# Work required:
Gather up every line from the entries below that uses the word "main".

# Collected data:
========

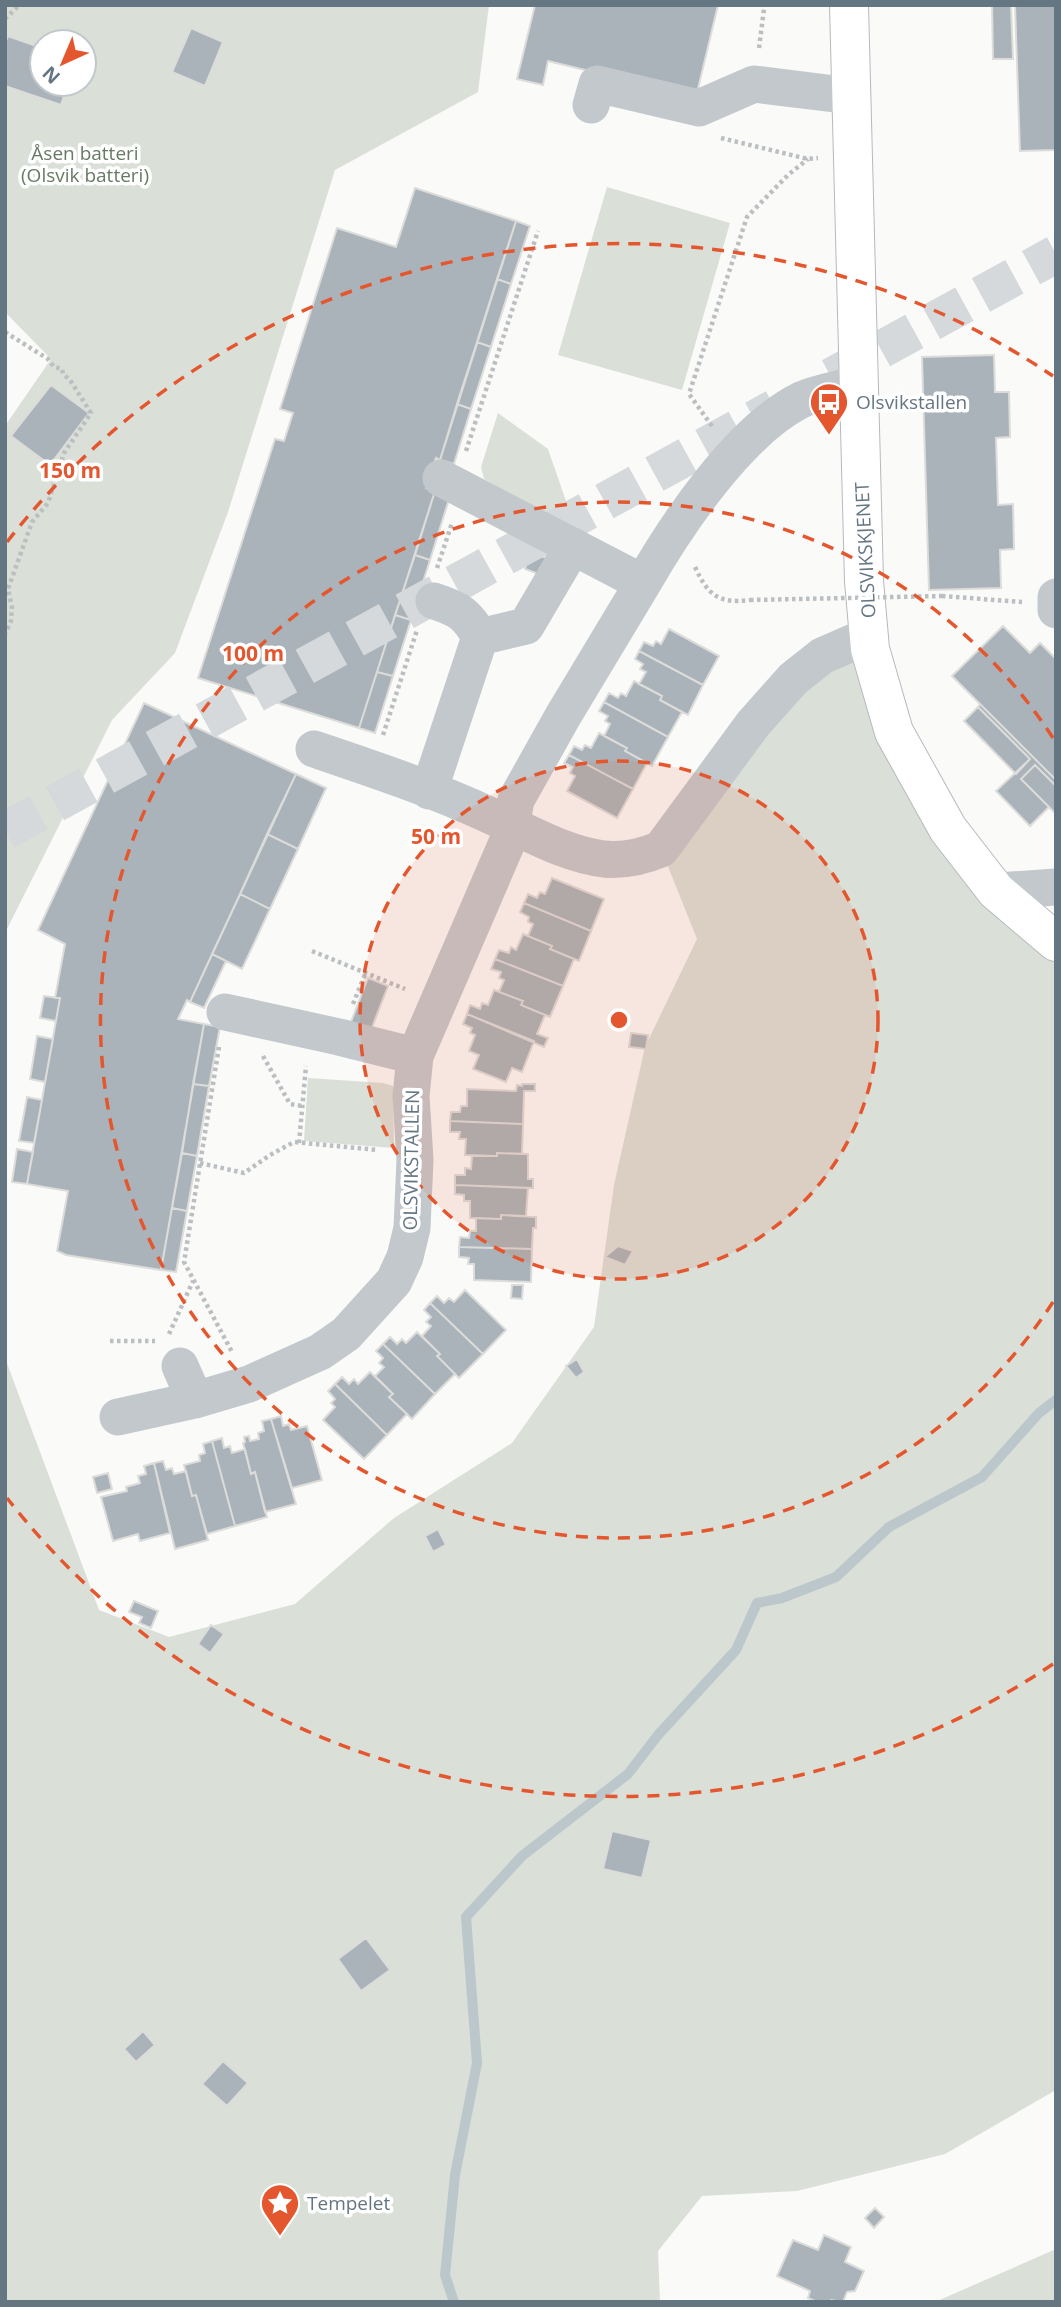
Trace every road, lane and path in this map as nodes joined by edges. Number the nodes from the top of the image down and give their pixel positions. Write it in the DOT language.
graph roads {
  1 [pos="19,5"];
  2 [pos="849,5"];
  3 [pos="5,19"];
  4 [pos="851,96"];
  5 [pos="591,105"];
  6 [pos="808,159"];
  7 [pos="538,230"];
  8 [pos="5,332"];
  9 [pos="858,384"];
  10 [pos="733,456"];
  11 [pos="448,481"];
  12 [pos="672,534"];
  13 [pos="573,546"];
  14 [pos="643,583"];
  15 [pos="7,591"];
  16 [pos="434,601"];
  17 [pos="1055,605"];
  18 [pos="5,634"];
  19 [pos="480,637"];
  20 [pos="870,649"];
  21 [pos="314,749"];
  22 [pos="429,791"];
  23 [pos="511,826"];
  24 [pos="1056,887"];
  25 [pos="996,891"];
  26 [pos="1056,942"];
  27 [pos="312,950"];
  28 [pos="366,972"];
  29 [pos="225,1012"];
  30 [pos="263,1021"];
  31 [pos="310,1031"];
  32 [pos="415,1056"];
  33 [pos="303,1106"];
  34 [pos="299,1143"];
  35 [pos="415,1160"];
  36 [pos="200,1163"];
  37 [pos="194,1280"];
  38 [pos="110,1341"];
  39 [pos="138,1341"];
  40 [pos="180,1366"];
  41 [pos="250,1384"];
  42 [pos="195,1401"];
  43 [pos="118,1417"];
  1 -- 3 [label="path"];
  2 -- 4 [label="main road, OLSVIKSKJENET"];
  4 -- 5 [label="street"];
  4 -- 9 [label="main road, OLSVIKSKJENET"];
  6 -- 10 [label="path"];
  7 -- 11 [label="path"];
  8 -- 15 [label="path"];
  9 -- 10 [label="street, OLSVIKSTALLEN"];
  9 -- 20 [label="main road, OLSVIKSKJENET"];
  10 -- 12 [label="street, OLSVIKSTALLEN"];
  11 -- 13 [label="street"];
  12 -- 14 [label="street, OLSVIKSTALLEN"];
  12 -- 17 [label="path, bridge"];
  13 -- 14 [label="street"];
  13 -- 19 [label="street"];
  14 -- 23 [label="street, OLSVIKSTALLEN"];
  15 -- 18 [label="path"];
  16 -- 19 [label="street"];
  19 -- 22 [label="street"];
  20 -- 23 [label="street"];
  20 -- 25 [label="main road, OLSVIKSKJENET"];
  21 -- 22 [label="street"];
  22 -- 23 [label="street"];
  23 -- 32 [label="street, OLSVIKSTALLEN"];
  24 -- 25 [label="street"];
  25 -- 26 [label="main road, OLSVIKSKJENET"];
  27 -- 28 [label="path"];
  29 -- 30 [label="street"];
  29 -- 36 [label="path"];
  30 -- 31 [label="street"];
  30 -- 33 [label="path"];
  31 -- 32 [label="street"];
  31 -- 33 [label="path"];
  32 -- 35 [label="street, OLSVIKSTALLEN"];
  33 -- 34 [label="path"];
  34 -- 35 [label="path"];
  34 -- 36 [label="path"];
  35 -- 41 [label="street, OLSVIKSTALLEN"];
  36 -- 37 [label="path"];
  37 -- 40 [label="path"];
  37 -- 41 [label="path"];
  38 -- 39 [label="path"];
  40 -- 42 [label="street"];
  41 -- 42 [label="street, OLSVIKSTALLEN"];
  42 -- 43 [label="street, OLSVIKSTALLEN"];
}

========

# Answer to the problem:
  2 -- 4 [label="main road, OLSVIKSKJENET"];
  4 -- 9 [label="main road, OLSVIKSKJENET"];
  9 -- 20 [label="main road, OLSVIKSKJENET"];
  20 -- 25 [label="main road, OLSVIKSKJENET"];
  25 -- 26 [label="main road, OLSVIKSKJENET"];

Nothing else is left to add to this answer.